Hi Paul, Wow! I have obviously have not checked this site in a long while. My name is Chuck Spinner and I hope that you get this message. I have spent the last four years researching the lives of the people who died in the wreck. I interviewed Harold Schrader who just died and Calista Wehrli who died a couple months ago. I have finished my book and some very amazing stories. I am now looking for an agent and/or publisher to pick up the book. In a way I am glad I did not publish the book earlier because I would not have been able to have added the stories you mentioned above. I'm pretty sure from my research that I know the man you are referring to who refused the morphine. I'd have to check my notes, but I believe his wife died in the crash. If there is anything else you can remember or think of anything (pictures, etc from the crash) please let me know. I'd really appreciate it. I've heard from a number of people who were at the high school at the time of the crash.
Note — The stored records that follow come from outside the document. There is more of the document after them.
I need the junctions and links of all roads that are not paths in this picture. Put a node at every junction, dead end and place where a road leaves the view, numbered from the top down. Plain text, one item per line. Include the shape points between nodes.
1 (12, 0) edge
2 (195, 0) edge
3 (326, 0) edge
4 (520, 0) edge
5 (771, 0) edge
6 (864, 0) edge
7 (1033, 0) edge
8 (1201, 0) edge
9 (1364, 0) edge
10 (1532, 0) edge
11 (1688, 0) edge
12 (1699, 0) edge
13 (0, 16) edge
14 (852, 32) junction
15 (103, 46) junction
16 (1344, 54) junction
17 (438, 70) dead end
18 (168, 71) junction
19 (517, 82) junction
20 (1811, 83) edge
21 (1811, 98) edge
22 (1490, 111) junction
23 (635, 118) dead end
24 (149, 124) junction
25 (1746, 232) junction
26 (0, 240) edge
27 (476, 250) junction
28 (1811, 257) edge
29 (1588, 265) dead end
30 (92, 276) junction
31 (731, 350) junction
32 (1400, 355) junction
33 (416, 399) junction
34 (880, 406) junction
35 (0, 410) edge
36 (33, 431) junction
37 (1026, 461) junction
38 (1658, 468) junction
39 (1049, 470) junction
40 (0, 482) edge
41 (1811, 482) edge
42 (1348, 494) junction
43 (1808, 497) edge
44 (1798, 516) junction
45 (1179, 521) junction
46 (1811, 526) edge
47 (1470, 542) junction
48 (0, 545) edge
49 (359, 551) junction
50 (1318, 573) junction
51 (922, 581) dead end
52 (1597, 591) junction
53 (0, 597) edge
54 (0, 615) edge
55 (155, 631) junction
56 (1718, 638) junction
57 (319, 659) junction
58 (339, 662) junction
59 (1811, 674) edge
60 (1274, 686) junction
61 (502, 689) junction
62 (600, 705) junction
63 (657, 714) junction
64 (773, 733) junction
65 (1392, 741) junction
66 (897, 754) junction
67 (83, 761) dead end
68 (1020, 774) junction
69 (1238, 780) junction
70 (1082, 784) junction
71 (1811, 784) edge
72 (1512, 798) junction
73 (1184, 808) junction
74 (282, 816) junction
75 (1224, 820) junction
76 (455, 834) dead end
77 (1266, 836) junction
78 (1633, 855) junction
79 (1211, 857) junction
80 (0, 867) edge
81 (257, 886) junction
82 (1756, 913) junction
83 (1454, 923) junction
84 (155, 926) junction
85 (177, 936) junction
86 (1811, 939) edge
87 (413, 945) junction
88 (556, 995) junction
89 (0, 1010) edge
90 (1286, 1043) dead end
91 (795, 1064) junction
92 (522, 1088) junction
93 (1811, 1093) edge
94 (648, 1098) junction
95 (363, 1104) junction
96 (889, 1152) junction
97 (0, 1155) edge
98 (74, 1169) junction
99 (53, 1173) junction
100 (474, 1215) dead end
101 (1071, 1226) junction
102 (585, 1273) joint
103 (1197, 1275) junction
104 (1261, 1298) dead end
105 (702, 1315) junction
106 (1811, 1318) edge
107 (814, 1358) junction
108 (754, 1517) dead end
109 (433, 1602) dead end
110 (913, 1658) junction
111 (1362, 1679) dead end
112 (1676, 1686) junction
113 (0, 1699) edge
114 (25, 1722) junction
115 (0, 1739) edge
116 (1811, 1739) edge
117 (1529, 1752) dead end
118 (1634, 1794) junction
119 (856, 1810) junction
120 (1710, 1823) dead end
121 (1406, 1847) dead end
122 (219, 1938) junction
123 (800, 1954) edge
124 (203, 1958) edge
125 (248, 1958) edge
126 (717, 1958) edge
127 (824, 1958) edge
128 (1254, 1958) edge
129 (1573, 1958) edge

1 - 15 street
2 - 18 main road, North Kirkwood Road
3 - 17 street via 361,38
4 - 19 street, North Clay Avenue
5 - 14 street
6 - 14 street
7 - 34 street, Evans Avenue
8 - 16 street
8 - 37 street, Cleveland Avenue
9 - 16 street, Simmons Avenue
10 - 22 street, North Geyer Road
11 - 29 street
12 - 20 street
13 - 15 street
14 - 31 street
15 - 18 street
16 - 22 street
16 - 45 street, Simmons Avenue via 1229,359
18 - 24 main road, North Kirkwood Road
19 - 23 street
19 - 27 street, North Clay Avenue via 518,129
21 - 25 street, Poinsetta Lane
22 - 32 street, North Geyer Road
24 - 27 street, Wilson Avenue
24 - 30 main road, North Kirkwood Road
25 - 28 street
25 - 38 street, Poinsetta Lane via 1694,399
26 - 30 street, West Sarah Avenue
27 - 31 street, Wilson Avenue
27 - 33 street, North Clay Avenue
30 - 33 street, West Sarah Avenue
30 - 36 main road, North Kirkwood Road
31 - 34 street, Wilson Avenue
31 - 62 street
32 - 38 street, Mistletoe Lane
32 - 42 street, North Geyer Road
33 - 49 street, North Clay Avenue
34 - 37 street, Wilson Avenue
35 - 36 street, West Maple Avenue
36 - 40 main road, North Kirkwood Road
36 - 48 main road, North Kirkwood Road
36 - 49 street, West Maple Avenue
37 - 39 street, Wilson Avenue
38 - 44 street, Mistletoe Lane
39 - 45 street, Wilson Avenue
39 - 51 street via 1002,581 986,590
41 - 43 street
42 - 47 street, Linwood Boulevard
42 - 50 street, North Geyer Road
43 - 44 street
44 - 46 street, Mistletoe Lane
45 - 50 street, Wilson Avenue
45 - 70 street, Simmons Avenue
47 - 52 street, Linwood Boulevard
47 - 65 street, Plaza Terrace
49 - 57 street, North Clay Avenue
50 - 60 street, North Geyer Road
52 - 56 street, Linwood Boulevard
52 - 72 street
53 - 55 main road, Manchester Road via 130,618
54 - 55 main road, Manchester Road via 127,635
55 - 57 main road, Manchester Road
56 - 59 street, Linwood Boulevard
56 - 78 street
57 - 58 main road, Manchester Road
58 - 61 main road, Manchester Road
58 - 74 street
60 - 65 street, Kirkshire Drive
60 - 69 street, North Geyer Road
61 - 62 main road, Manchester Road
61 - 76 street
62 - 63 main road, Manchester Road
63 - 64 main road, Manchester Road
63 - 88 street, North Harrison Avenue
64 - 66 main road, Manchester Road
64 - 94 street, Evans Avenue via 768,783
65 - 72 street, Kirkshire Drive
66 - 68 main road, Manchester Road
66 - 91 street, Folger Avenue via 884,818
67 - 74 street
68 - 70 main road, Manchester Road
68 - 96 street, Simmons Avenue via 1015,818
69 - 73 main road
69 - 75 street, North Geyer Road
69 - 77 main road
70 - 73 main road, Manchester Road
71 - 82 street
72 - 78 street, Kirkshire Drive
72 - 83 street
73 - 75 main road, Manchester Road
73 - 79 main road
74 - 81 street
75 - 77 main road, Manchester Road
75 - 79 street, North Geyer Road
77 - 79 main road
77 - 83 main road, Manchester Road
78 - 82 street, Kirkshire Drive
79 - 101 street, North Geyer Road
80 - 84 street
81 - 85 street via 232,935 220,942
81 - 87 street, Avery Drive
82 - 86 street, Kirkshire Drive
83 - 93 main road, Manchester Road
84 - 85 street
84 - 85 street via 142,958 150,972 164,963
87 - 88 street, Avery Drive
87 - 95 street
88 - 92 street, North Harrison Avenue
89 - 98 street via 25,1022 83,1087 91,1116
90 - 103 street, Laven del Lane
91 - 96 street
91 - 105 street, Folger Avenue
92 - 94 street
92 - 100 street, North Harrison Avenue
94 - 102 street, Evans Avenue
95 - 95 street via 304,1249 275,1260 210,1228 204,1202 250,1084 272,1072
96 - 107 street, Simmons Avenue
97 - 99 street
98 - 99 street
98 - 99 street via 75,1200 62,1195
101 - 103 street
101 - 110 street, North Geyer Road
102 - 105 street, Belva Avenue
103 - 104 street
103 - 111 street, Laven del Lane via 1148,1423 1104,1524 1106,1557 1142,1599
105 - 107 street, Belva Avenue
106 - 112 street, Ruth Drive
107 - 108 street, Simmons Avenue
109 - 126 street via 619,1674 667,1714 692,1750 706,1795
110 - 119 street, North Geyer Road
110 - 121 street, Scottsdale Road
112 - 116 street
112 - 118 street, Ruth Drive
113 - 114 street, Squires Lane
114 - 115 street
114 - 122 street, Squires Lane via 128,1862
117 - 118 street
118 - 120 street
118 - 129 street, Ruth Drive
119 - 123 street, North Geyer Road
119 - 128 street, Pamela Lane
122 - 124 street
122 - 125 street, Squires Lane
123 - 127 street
My phone number is 716-763-5408 and my email is spinlake@yahoo.com. Sincerely, Chuck Spinner

Another eye witness story told to me by my father Harold Schrade

My Dad on the afternoon of April 25th 1946 had just started back to work after lunch hour at Kroehler's in Naperville. He noticed the Advanced Flyer was stopping outside his yard of Kroehler's office. He went outside to see what was up? (Usually th Flyer came through Naperville at 85 mph) He notice train personel were looking under the carriage of one of the cars. Then he looked up the tracks toward the East and saw the Exposition Flyer coming. He yelled to the men "Get the Hell out of there" and he saw fireman Clayton jump and assumed he died. So he headed in to his office area to call the operator (in those days you had to call the operator at Kroehler's and they called out to fire and police.) He then returned to the wreck and the first thing that happened someone handed him a baby girl. the mother was nowhere to be found? the warehouse where my Dad was yard foreman became the temporary morgue and "hospital" many of the injured where layed on the grass along Fourth Avenue. The accident happened right at the Loomis Street crossing of the then Burlington Railroad and the observation car was East of the crossing about one car length. The impact of the crash moved the entire train forward to the crossing. Many of the deceased were laying right at the crossing on mattresses brought from dorms at North Central College. The good news among so much havoc was the mother and the little girl were reunited and both were not injured. Chuck Spinner tried his best to reconnect that girl with my Dad but he couldn't find her and now my Dad passed on in March 2011. Just short of his 100th birthday. Chuck Spinner interviewed my Dad in 2010 and was awed by my Dad's memory of the wreck.